(T)RAVEL UN(T)RAVEL


Neil Shepard
Mid-List Press ($13)
by Judith Slater

The title’s the tip-off: this is no ordinary adventure. In Neil Shepard’s fourth book of poems, we’re snatched up as if by the fabled Roc and dropped into one far-off locale after another, subject to travel’s transformative power not only to delight and excite the senses, but also to overwhelm and disorient. Shepard thereby challenges our very sense of self, jolting us into new ways of seeing.

Shepard has traveled worldwide and has spent considerable time among the Marquesans in the South Pacific and the Han of urban and rural China. The resulting poems immerse us in richly sensate environments. Travel, they show, offers astonishments and continual challenges, “unravelings,” as Shepard would have it. Physical and mental rigors, lack of a common language, illness, and sometimes repulsive assaults on the senses can reduce the traveler to what Shepard terms “a nub of personality,” but are also a catalyst for the “journey out of our common senses and into the world of alert witness.”

Epigraphs from Whitman and Williams prepare us for the first section, in which the poet records some of his own initiation experiences. They begin on Monkey Forest Road, Bali, where the traveler awakens under mosquito netting next to his wife, the cacophony of the market’s harsh sounds and acrid smells. He can either burrow deeper into his wife’s flesh or go out to meet “the toothless woman / who drapes her stained sarong around [his] waist / and hisses sixty rupiah.” Or he could “descend the steps to Gulung Kawi / where secret burial chambers of the monks / have been laid bare.” He worries, “How will I arrive there unscathed and prepared?” The answer is he won’t, but he has consented to be here and, not without anxiety, he goes “Out the door, down into the streets with you— // lost in the funeral dance on Monkey Forest Road.”

With a display of exuberant alliterative imagery and syncopated rhythms, the poet shifts to Paris in spring, where “mouths yawn open for air, taking it even from other mouths, other lungs.” Then, we’re in Corfu. The poet and his partner return from a tour of the island’s interior and feel “a certain nakedness remembering / the backfire of our mopeds on the mountain / road,” how they “blew black smoke in siesta-sun / until the children pegged pebbles,” how huddled beggar widows “caught us / in the cross hairs of their eyeless stares.” Here, as elsewhere, Shepard is acutely aware of the traveler’s propensity to despoil, to take without giving.

The poems of Part Two center on themes of conflict and empire, ranging from China’s Great Wall to post-colonial Marquesas; from Hadrian’s Wall in Northern England to the walls of San Gusme, Italy; from Cornwall, England, at the beginning of the Iraq war to a tiny suburb near Paris where the poet meets Holocaust-deniers and others who supported the Vichy government in France.

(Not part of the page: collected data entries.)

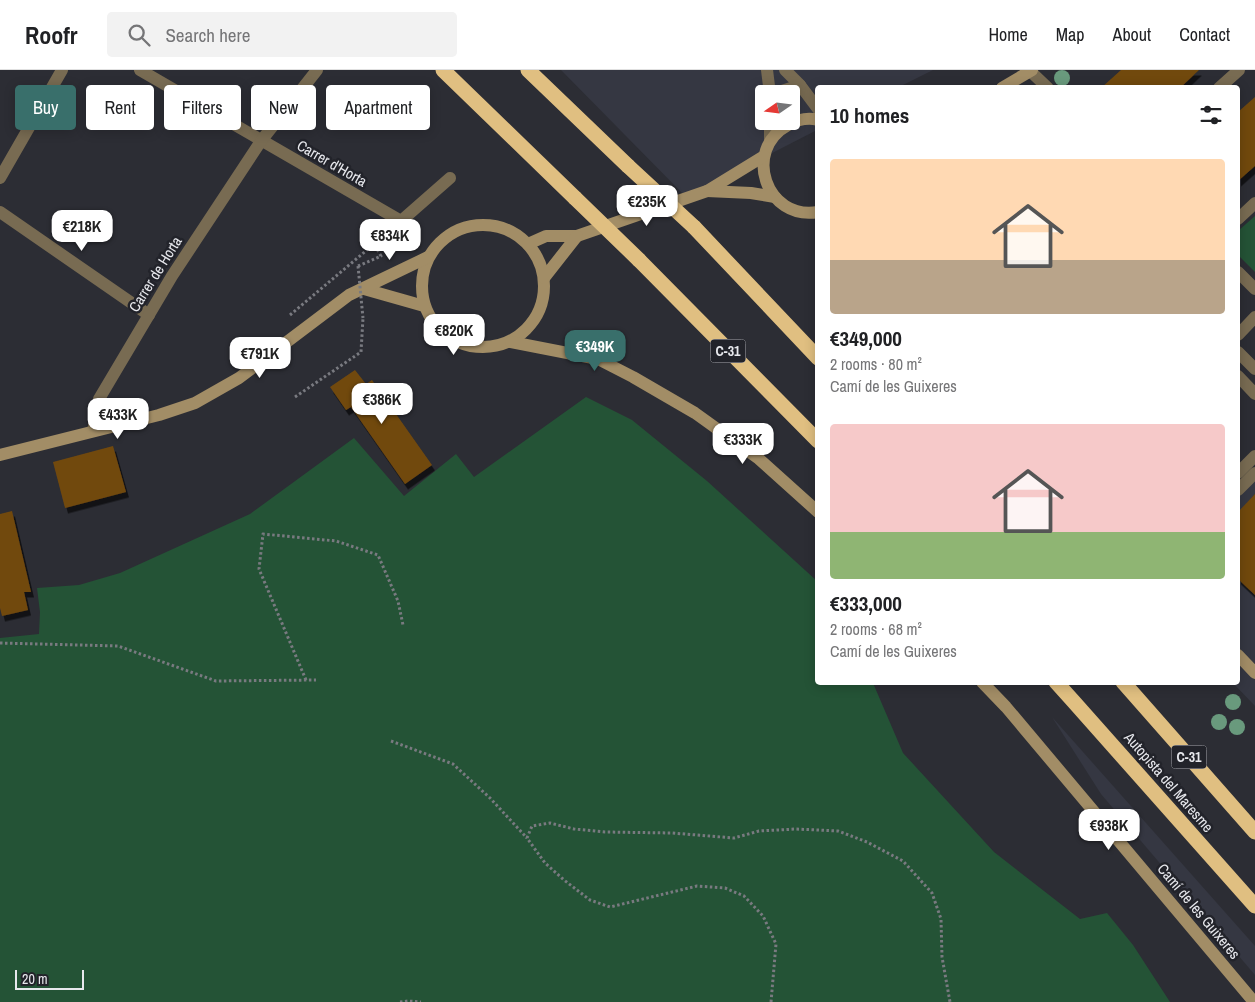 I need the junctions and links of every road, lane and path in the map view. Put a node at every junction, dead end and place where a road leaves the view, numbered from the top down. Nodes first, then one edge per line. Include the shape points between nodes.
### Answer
1 (62, 70) edge
2 (140, 70) edge
3 (317, 70) edge
4 (443, 70) edge
5 (528, 70) edge
6 (767, 70) edge
7 (785, 70) edge
8 (1031, 70) edge
9 (1239, 70) edge
10 (770, 85) edge
11 (799, 85) edge
12 (1007, 85) edge
13 (1045, 85) edge
14 (1222, 85) edge
15 (800, 86) edge
16 (815, 104) edge
17 (815, 119) edge
18 (770, 130) edge
19 (261, 141) junction
20 (770, 141) junction
21 (764, 156) junction
22 (0, 178) edge
23 (450, 178) dead end
24 (707, 191) junction
25 (775, 197) junction
26 (1255, 203) edge
27 (0, 212) edge
28 (815, 212) edge
29 (1240, 217) edge
30 (401, 222) junction
31 (577, 236) junction
32 (374, 244) junction
33 (528, 244) junction
34 (428, 257) junction
35 (1240, 274) edge
36 (544, 278) junction
37 (364, 289) junction
38 (1255, 289) edge
39 (424, 306) junction
40 (149, 315) junction
41 (1255, 317) edge
42 (286, 318) dead end
43 (1240, 334) edge
44 (510, 342) junction
45 (1240, 354) edge
46 (815, 355) edge
47 (1255, 370) edge
48 (1240, 378) edge
49 (1255, 394) edge
50 (295, 397) dead end
51 (93, 432) junction
52 (815, 438) edge
53 (0, 456) edge
54 (1255, 456) edge
55 (1240, 471) edge
56 (1255, 473) edge
57 (1240, 488) edge
58 (815, 509) edge
59 (403, 625) dead end
60 (0, 644) edge
61 (1240, 657) edge
62 (1255, 673) edge
63 (306, 680) junction
64 (316, 680) dead end
65 (985, 685) edge
66 (1059, 685) edge
67 (1126, 685) edge
68 (391, 741) dead end
69 (1255, 832) edge
70 (527, 838) junction
71 (1255, 906) edge
72 (400, 1002) edge
73 (420, 1002) edge
74 (771, 1002) edge
75 (950, 1002) edge
76 (1254, 1002) edge

1 - 22 street
2 - 19 street, Carrer d'Horta
3 - 19 street, Carrer de Horta
4 - 52 highway, C-31, bridge via 639,260
5 - 46 highway, bridge via 694,228
6 - 10 street
7 - 11 street
8 - 12 street
8 - 13 street
9 - 14 street
15 - 16 street
17 - 20 street via 796,121 781,129
18 - 20 street
19 - 30 street, Carrer d'Horta
19 - 40 street, Carrer de Horta
20 - 21 street
21 - 24 street
21 - 25 street via 763,171
23 - 30 street
24 - 25 street
24 - 31 street
25 - 28 street via 786,207 800,212
26 - 29 street
27 - 40 street
30 - 32 path
31 - 33 street via 546,236
31 - 36 street
32 - 42 path
32 - 50 path, bridge via 381,256 358,266 363,318 361,352
33 - 34 street via 512,232 494,226 475,225 448,236
33 - 36 street
34 - 37 street
34 - 39 street via 421,281
35 - 38 street
36 - 44 street via 542,304 530,326
37 - 39 street
37 - 51 street via 349,296 239,378 209,396 165,413
39 - 44 street via 438,329 459,344 485,349
40 - 51 street, Carrer de Horta via 99,399
41 - 43 street
44 - 58 street via 598,359 695,413 759,459
45 - 47 street
48 - 49 street
51 - 53 street
54 - 55 street
56 - 57 street
59 - 63 path via 398,601 378,556 336,540 263,534 259,569
60 - 63 path via 118,646 216,681
61 - 62 street
63 - 64 path
65 - 76 street, Camí de les Guixeres
66 - 71 highway, Autopista del Maresme
67 - 69 highway, Autopista del Maresme / C-31
68 - 70 path via 453,764
70 - 74 path via 545,863 564,880 590,900 610,907 697,886 725,888 744,896 763,916 776,944
70 - 75 path via 532,826 550,823 605,832 734,838 759,831 838,831 867,842 903,861 932,893 941,919 942,956
72 - 73 path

In “Following in the Footsteps of Melville,” whose novel Typee is set in the Marquesas, the poet implicates “artist rovers,” called by the natives “white liars”: “Those who steal // a song, a story from the heart / of things, who leave little in return. / And I’m another. . .”

Part Three involves constructs of the mind: philosophy, the arts, the trappings of ethnicity and gender. In “North Wales, Snowdon Philosophy,” dedicated to Wallace Stevens, the poet makes an arduous surreal mountain climb through mists and clouds, himself an object passing objects, “all bearing themselves / out of clouds on Mount Snowdon.” The experience leads to a powerful and ambiguous affirmation:

. . .one must wake
(mustn’t one) and believe
something up there exists
as certain as the end of earth

Locales such as Versailles, Stratford on Avon, Giverny, and St. Remy flavor Part Four, which considers the aging artist as subject: in “Aubade West of Paris,” the poet urges himself to “Get dressed, and get to your mumbly place, / your mantic writing table.” With age, the artist must dig “to make sparks fly, then dig deeper until the cut / trickles with something wet and warm, and deeper still / until we’re into the guts of the thing down where it lives.” The poem “Biographers” contrasts the youthful and older artist: “Old men should be biographers— / when they’ve arrived at the borders / of world-class winds, and words / fray against the indifferent distances.”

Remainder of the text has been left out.